Став в определённой мере одним из центральных участников литературного процесса, круга, наряду с Андреевым, Куприным (Бунину подражают) – чувствует, что некоторым образом "стесняет" коллег завышенной требовательностью, критической направленностью дум. Непрестанным шлифованием строк, строф, предложений, фраз, также человеческих отношений: "… вечная мука – вечно молчать, не говорить как раз о том, что есть истинное твоё и единственно настоящее". (Однажды, уже на съёмной вилле в Альпах, он раздражённо накричит на Бориса Зайцева: "Тридцать лет вижу у тебя каждый раз запятую перед "и"! Нет, невозможно!" – гневно выбежав из комнаты, грохнув дверью. Словно тот ему враг.)
Десятыми годами, предотъездными годами с родины, заканчивается первая жизнь, отмеченная печатью безысходности и оторванностью, – Путь Выступления. В котором Иван Алексеевич, по его же выражению, находился в замкнутом периметре "чисто личной" корысти. Жил жаждой "захвата", жаждой "брать" – "для себя, для своей семьи, для своего племени, для своего народа".
В эмиграции, в отличие от Куприна абсолютно "неслучайной", обдуманной и целенаправленной, несмотря на усилившиеся ядовитость и беспощадность (сходных "сумасшествию") Георгия Иванова, напрочь "зарезанного цивилизацией", – возникает, рождается вторая ипостась Ивана Бунина. Большой тридцатилетний Путь Возврата.
Где теряются границы личного и общественного. Кончается жажда брать – "и всё более и более растёт жажда отдавать" взятое у природы, у людей, у России, у мира: "…так сливается сознание, жизнь человека с Единой Жизнью, с Единым Я – начинается его духовное существование".
Начинается блестящий духовный путь. Вознёсший русского национального Марселя Пруста – провинциального "графомана" Бунина – на недосягаемую вневременную планку судеб. Высоту всемирного культурного наследия и всемерной человеческой, гуманистической памяти. Навечно победившей забвение, смерть и обиды.

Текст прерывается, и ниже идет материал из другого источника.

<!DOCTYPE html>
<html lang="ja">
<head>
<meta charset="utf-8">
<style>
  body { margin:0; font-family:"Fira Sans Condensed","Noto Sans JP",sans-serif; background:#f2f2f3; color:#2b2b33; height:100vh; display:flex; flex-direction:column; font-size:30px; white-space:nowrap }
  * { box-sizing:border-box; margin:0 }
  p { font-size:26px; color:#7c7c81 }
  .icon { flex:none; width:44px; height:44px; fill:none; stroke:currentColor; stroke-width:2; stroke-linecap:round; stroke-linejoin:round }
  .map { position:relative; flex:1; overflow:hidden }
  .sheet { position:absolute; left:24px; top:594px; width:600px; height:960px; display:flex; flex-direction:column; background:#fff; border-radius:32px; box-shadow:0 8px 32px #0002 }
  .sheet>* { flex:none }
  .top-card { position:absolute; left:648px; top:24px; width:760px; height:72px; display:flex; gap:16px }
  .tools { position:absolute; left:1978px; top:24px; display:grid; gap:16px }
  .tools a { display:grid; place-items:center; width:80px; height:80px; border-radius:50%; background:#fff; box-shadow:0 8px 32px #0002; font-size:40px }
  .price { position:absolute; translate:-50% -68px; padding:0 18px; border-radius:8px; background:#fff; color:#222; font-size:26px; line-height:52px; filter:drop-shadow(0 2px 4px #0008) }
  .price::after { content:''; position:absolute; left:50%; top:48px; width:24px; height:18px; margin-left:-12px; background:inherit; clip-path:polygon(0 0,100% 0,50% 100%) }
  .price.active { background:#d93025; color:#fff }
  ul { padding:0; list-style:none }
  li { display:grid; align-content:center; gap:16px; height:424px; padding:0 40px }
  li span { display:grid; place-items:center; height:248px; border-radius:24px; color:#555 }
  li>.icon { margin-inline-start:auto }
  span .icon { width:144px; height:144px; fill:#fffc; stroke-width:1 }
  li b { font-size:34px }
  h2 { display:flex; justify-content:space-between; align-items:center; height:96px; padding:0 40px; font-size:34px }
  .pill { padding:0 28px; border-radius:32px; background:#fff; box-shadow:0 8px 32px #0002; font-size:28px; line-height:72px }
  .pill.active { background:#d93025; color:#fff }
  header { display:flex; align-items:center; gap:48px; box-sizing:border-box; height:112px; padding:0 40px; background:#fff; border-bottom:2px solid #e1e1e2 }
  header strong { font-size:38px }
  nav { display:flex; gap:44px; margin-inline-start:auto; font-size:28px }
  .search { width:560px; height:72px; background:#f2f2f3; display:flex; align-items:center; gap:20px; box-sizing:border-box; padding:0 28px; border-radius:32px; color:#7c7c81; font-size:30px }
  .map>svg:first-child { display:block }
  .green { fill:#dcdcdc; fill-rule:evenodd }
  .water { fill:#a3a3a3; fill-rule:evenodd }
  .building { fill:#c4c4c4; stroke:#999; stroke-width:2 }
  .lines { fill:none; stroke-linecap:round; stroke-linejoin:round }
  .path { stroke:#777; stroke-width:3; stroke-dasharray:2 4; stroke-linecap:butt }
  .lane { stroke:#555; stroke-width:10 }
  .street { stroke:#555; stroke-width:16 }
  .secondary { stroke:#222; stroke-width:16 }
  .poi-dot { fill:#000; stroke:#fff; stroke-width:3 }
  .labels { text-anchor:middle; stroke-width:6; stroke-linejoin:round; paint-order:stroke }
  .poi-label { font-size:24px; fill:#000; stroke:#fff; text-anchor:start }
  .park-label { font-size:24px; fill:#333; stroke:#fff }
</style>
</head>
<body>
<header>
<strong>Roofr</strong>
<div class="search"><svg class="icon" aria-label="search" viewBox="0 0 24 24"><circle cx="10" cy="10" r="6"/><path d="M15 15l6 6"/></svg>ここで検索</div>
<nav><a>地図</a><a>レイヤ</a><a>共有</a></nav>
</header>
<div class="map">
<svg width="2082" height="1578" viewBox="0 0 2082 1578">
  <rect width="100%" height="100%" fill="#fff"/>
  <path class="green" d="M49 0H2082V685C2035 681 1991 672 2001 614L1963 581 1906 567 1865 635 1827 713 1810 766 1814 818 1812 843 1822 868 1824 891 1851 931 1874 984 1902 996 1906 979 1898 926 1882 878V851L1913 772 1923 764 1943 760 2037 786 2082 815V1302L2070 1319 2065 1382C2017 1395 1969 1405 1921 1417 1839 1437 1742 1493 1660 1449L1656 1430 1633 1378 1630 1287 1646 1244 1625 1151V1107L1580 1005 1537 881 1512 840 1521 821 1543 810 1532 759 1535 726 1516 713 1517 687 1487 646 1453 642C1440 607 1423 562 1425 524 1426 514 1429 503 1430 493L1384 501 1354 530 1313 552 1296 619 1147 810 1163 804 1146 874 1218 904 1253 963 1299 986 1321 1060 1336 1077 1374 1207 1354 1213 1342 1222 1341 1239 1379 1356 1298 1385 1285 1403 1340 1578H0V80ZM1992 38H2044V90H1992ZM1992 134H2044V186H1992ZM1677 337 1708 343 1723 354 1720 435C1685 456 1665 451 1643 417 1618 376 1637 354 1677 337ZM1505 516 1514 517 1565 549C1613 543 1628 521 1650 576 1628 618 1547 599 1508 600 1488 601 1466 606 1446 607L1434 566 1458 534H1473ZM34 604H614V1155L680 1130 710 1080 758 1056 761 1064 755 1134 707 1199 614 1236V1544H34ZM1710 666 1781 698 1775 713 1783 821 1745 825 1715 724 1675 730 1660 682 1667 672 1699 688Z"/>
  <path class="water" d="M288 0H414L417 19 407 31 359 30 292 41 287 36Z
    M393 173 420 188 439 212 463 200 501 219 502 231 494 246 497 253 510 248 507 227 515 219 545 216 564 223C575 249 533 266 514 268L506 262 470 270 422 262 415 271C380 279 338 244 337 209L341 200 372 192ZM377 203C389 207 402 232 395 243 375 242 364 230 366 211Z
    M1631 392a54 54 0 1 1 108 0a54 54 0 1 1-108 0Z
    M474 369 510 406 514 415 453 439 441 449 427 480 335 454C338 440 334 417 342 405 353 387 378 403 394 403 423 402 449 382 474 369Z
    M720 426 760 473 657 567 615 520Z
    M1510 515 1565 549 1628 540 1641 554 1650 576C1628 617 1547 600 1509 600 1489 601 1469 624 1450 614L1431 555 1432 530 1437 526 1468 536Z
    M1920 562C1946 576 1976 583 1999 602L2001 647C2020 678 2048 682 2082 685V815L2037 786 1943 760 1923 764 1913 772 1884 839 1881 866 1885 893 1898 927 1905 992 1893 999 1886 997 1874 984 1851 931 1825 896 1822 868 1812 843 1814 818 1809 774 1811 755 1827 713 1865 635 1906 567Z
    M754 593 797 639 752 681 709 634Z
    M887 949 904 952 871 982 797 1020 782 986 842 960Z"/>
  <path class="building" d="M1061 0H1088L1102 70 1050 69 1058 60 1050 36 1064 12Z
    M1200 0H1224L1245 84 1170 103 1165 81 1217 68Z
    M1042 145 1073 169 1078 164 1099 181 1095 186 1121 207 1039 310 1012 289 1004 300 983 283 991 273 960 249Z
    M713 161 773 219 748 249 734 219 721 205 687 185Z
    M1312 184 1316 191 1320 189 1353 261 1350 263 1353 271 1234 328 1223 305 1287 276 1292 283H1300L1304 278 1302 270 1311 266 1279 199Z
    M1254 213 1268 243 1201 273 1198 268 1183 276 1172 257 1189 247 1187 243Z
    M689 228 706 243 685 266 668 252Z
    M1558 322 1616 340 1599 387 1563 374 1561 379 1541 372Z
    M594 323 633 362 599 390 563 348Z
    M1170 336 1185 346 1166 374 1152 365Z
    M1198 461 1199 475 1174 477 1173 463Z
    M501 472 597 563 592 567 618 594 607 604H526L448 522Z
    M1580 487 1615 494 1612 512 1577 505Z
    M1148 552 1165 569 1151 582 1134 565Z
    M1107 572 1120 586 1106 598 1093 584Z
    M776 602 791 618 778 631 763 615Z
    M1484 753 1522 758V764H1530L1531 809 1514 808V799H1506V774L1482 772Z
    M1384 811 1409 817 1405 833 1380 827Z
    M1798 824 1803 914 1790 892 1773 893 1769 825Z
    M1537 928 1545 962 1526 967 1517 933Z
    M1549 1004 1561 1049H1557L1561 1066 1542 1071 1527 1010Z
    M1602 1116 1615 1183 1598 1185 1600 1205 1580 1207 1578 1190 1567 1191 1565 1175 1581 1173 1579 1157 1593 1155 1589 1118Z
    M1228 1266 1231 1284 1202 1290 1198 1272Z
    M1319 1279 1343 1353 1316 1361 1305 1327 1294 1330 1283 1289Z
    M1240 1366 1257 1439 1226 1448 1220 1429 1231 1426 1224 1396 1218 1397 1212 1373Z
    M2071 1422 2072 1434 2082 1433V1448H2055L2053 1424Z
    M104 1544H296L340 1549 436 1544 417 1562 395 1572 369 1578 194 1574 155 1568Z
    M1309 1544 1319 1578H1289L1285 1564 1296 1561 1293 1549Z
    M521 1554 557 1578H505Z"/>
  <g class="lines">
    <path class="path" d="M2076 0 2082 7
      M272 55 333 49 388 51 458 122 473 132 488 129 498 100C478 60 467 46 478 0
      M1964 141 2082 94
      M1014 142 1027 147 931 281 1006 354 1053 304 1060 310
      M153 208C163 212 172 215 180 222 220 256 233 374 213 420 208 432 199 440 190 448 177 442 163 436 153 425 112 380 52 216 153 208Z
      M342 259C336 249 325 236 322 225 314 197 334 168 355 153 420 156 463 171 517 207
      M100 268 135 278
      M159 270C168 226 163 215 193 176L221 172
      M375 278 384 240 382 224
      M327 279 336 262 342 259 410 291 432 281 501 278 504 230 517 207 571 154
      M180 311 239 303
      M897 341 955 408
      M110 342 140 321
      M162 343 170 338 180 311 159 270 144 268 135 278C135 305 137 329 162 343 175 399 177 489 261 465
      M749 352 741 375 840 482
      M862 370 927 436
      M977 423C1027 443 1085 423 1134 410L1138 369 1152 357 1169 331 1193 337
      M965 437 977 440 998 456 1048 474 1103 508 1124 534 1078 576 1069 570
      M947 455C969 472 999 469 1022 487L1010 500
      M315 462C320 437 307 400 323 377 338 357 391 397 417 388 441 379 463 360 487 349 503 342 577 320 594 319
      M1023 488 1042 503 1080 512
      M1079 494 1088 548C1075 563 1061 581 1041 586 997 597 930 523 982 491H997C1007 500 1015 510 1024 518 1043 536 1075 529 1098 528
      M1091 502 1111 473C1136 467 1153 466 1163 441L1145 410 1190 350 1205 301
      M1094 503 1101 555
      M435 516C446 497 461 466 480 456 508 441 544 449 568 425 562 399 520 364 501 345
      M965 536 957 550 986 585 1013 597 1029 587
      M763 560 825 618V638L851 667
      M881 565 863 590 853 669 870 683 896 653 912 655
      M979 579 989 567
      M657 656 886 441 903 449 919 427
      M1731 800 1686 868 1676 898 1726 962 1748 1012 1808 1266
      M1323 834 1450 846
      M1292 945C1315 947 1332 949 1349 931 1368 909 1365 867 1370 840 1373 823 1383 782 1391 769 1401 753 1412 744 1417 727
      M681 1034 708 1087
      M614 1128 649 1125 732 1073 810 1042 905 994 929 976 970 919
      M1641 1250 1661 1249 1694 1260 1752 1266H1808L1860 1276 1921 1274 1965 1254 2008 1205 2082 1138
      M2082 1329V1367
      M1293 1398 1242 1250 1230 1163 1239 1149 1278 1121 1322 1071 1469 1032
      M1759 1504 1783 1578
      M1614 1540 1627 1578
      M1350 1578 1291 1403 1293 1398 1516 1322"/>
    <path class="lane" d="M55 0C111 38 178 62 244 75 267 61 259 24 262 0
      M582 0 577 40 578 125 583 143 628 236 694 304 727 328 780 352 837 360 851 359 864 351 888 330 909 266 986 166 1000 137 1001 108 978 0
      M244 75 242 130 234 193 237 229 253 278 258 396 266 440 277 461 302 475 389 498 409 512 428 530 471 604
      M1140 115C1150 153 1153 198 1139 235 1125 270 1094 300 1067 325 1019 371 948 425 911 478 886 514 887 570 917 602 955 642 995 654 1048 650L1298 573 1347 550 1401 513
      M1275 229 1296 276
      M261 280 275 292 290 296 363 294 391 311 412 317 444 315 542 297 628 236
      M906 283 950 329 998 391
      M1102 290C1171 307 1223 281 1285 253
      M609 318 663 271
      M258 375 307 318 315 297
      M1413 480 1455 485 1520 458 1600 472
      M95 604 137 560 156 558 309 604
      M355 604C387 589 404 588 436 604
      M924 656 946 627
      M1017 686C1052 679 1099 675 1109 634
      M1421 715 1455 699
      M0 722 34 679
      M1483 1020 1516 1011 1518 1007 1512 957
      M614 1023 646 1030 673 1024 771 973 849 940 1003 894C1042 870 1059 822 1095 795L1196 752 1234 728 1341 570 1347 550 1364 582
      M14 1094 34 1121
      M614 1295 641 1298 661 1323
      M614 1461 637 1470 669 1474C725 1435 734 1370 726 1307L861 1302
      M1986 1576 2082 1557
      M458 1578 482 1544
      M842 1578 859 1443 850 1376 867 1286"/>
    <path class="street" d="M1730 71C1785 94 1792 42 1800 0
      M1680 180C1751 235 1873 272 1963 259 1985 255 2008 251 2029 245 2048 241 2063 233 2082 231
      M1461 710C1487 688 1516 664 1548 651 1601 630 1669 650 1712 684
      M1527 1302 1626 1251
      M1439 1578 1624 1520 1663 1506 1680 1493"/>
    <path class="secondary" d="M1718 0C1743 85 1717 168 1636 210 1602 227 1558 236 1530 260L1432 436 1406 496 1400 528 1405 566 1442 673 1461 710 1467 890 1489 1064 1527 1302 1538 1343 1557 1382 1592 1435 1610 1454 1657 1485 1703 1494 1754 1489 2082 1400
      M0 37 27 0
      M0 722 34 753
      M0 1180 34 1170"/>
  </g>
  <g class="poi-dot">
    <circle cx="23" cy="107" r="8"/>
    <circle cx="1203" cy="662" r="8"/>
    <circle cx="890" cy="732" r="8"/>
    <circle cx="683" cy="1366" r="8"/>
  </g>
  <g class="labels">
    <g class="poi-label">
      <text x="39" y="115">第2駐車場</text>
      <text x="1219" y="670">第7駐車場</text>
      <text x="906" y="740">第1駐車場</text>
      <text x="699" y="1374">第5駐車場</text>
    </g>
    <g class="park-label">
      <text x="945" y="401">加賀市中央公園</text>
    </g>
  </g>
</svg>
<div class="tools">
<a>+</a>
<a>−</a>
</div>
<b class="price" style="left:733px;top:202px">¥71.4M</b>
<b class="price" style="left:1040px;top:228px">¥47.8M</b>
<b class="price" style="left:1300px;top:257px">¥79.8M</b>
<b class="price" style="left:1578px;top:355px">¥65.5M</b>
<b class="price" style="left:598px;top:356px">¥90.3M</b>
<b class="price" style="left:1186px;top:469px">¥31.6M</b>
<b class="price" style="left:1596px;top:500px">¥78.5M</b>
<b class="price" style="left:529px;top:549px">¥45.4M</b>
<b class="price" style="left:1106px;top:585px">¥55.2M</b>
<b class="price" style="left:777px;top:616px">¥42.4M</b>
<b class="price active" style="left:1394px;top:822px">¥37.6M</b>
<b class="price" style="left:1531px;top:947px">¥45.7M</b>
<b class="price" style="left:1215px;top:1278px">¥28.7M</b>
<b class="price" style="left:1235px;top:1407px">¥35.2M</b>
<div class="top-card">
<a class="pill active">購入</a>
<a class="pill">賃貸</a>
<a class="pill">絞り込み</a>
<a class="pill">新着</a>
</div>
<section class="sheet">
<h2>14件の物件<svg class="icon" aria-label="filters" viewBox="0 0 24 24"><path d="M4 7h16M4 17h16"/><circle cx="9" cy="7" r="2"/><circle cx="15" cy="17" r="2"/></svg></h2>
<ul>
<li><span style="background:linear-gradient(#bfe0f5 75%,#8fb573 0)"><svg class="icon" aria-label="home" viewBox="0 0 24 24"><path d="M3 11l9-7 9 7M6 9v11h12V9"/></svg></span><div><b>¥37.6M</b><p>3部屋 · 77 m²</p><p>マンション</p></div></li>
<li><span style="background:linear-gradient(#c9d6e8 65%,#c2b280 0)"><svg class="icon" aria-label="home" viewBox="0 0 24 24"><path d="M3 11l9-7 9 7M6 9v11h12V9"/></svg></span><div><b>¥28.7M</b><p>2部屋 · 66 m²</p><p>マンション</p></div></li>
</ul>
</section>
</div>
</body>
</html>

Здесь грустно. Ждём мы сумрачной поры,
Когда в степи седой туман ночует,
Когда во мгле рассвет едва белеет,
И лишь бугры чернеют сквозь туман.
Но я люблю, кочующие птицы,
Родные степи. Бедные селенья –
Моя отчизна; я вернулся к ней,
Усталый от скитаний одиноких,
И понял красоту в её печали
И счастие – в печальной красоте.



*

"Из нас, как из древа – и дубина, и икона".